Olar Ethil struggled to her feet. Her face was barely recognizable, a crushed, splintered knot of bone and torn hide. The gouges from Baaljagg’s canines had scored deep, white grooves on her temples and the base of her mandible on both sides. The ruined shoulder slumped, its arm hanging useless.

As Gruntle backed still further, an anguished cry came from Setoc. ‘Has she won you all then? Will no one protect him? Please! Please!

The twins were weeping. Absi was kneeling beside Baaljagg’s desiccated body, moaning in a strange cadence.
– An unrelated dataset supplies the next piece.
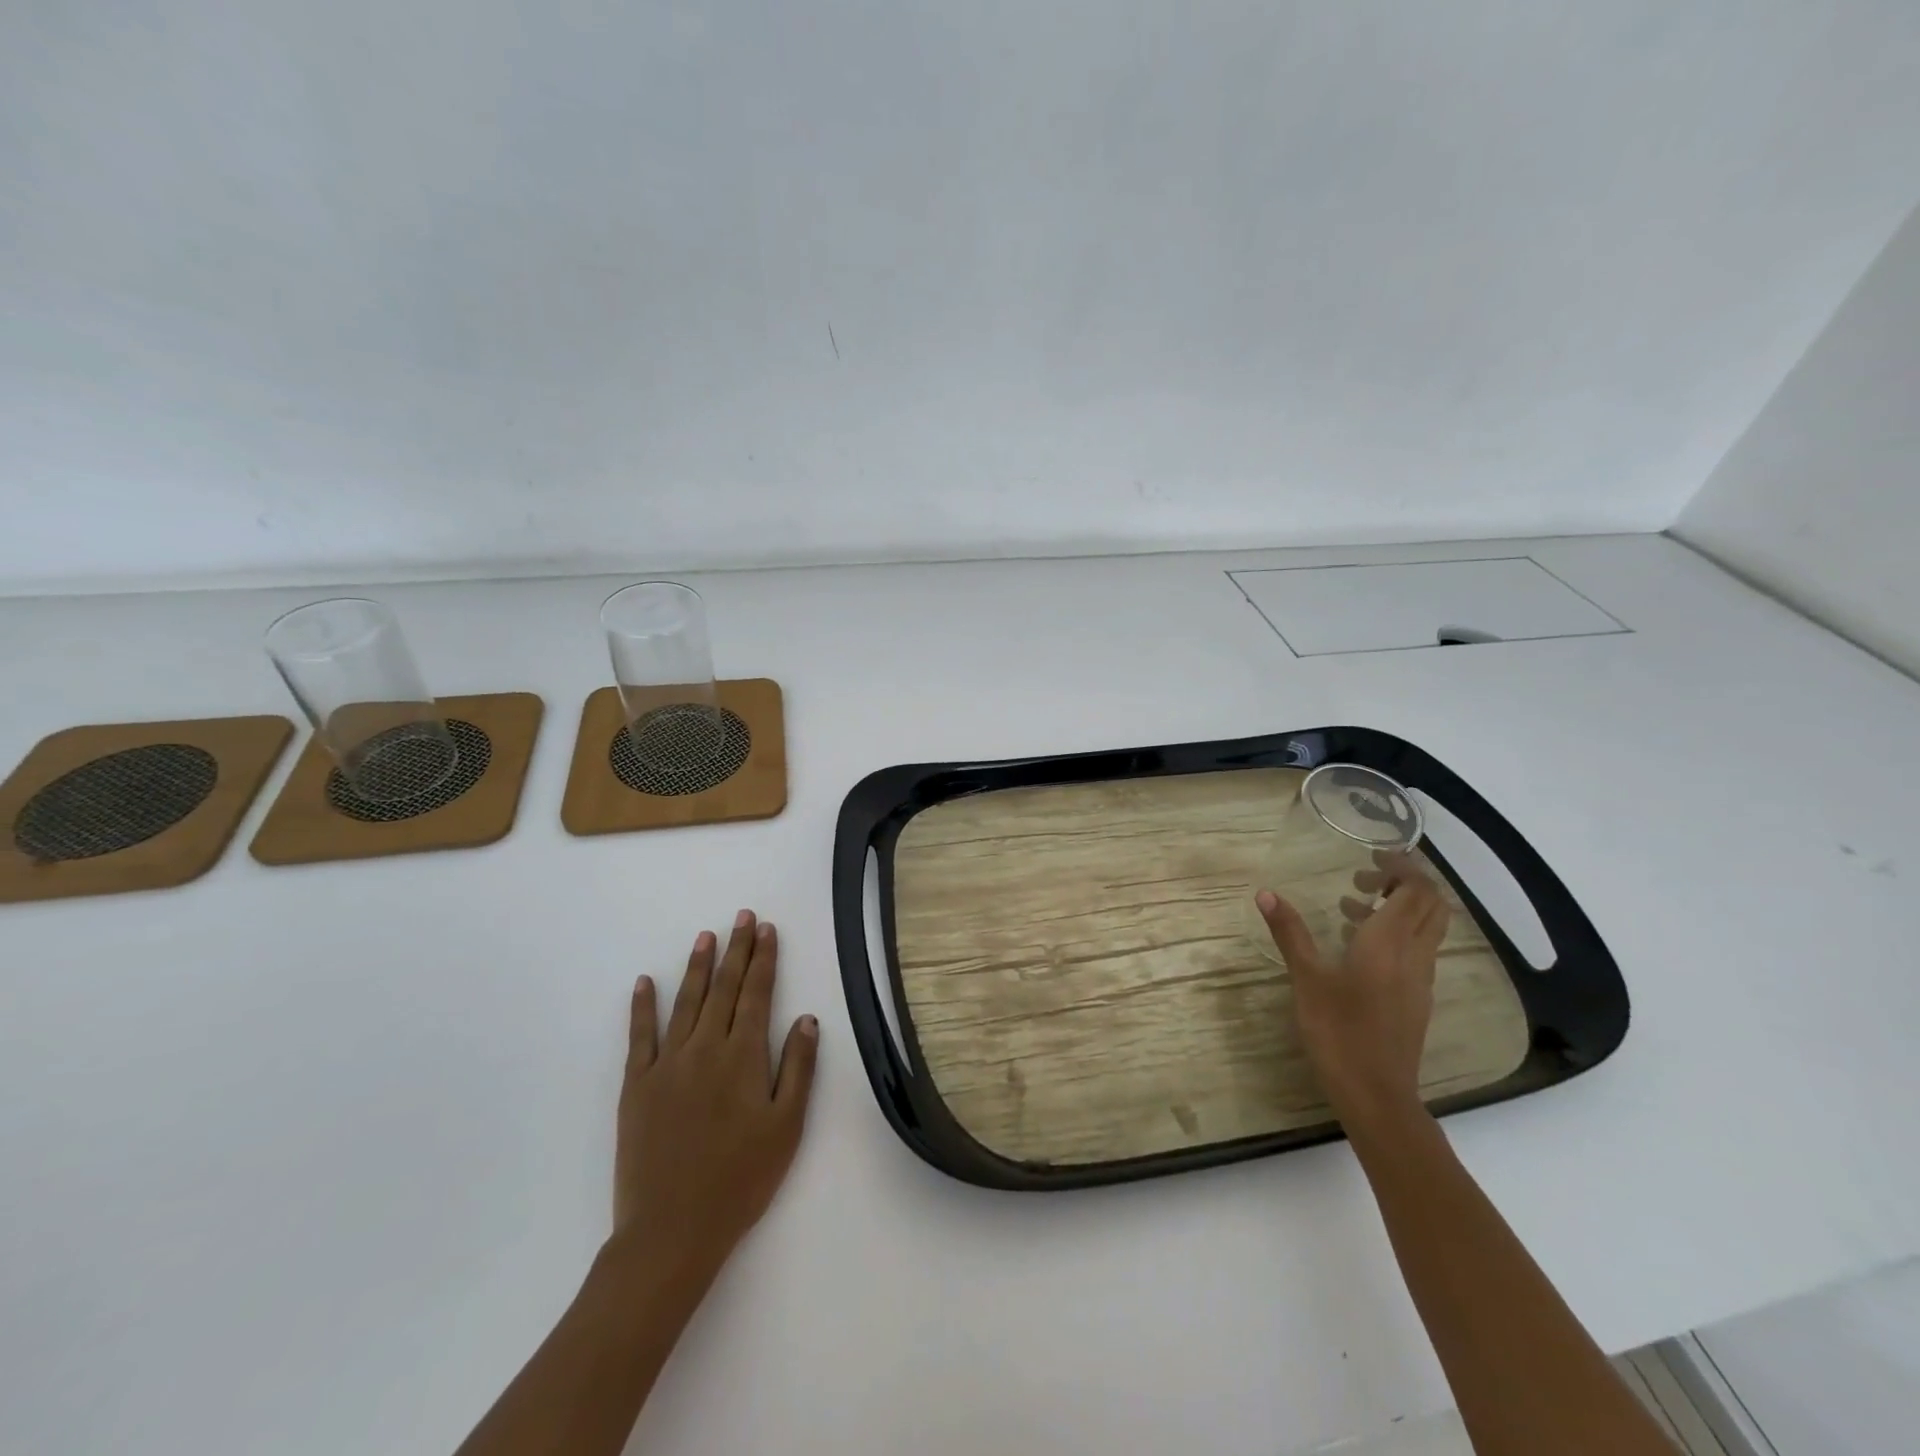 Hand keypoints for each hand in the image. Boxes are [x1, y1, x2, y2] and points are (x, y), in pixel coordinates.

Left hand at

Cartographer clattered closer to the boy, one foot blackened and smouldering. ‘Make him stop that. Someone. Make him stop that.’

Precious frowned, but the others ignored the undead man’s pleas. What does he mean by that? She turned to Olar Ethil. ‘Bonecaster—’

‘East, woman. That is where you will find all you need. I have touched your soul. I have made it into a Mahybe, a vessel that waits. East.’

Precious Thimble crossed her arms, eyes closing for a moment. She wanted to look at Faint and Sweetest, to see the satisfaction, the relief, in their eyes. She wanted to, but knew she would see nothing of the sort, not from those two. They were women, after all, and three children were being surrendered. Thrown into undead arms. They will thank me in the end. When the memory of this moment fades, when we are all safe and home again.

Well … not all of us. But what can we do?

Setoc, with Torrent at her side, was all that stood between Olar Ethil and the three children. Tears streamed down Setoc’s cheeks, and in the Awl warrior’s stance Precious Thimble saw a man facing his execution. He’d drawn his sabre, but the look in his eyes was bleak. Yet he did not waver. Among them all, this young warrior was the only one not to turn away. Damn you, Setoc, will you see this brave boy die?

‘We can’t stop her,’ Precious said to Setoc. ‘You must see that. Torrent – tell her.’

‘I gave up the last of the Awl children to the Barghast,’ said Torrent. ‘And now they are all dead. Gone.’ He shook his head.

‘Can you protect these ones any better?’ Precious demanded.

It was as if he’d been slapped. He looked away. ‘Giving up children is the one thing I seem to do well.’ He sheathed his weapon and grasped Setoc’s upper arm. ‘Come with me. We will talk where no one else can hear us.’

Setoc shot the warrior a wild look, started to struggle, and then abruptly sagged in his grip.

Precious watched him drag her away. He broke like a frail twig. Are you proud of yourself now, Precious?

But the path is finally clear.

Olar Ethil walked with a hitching gait she’d not shown before, joints grinding and snapping, up to where the boy knelt. She reached down with her good arm and scooped him up by the collar of his Barghast tunic. Held him out to study his face, and he in turn looked steadily back at her, dry-eyed, flat. The Bonecaster grunted. ‘Your father’s son all right, by the Abyss.’

She turned round and set off, northward, the boy hanging from her grip. After a moment, the twins followed, neither one looking back. There’s no end to losing everything, is there? It just goes on and on. Their mother, their father, their people. No, they won’t be looking back.

And why should they? We failed them. She came, she cut us apart, bought us like an empress scattering a handful of coins. And they were what she bought. Them, and our turning away. And it was easy, because this is what we are.

Mahybe? What in Hood’s name is that?

With horror in his heart, Mappo set out from the camp, leaving the others, leaving behind this terrible dawn. He struggled to keep from breaking into a run, as if that would help. Besides, if they all watched him, they did so with consciences as stained as his own. Was there comfort in that? Should there be? We are nothing but our own needs. She but showed each of us the face we hide from ourselves and everyone else. She shamed us by exposing our truths.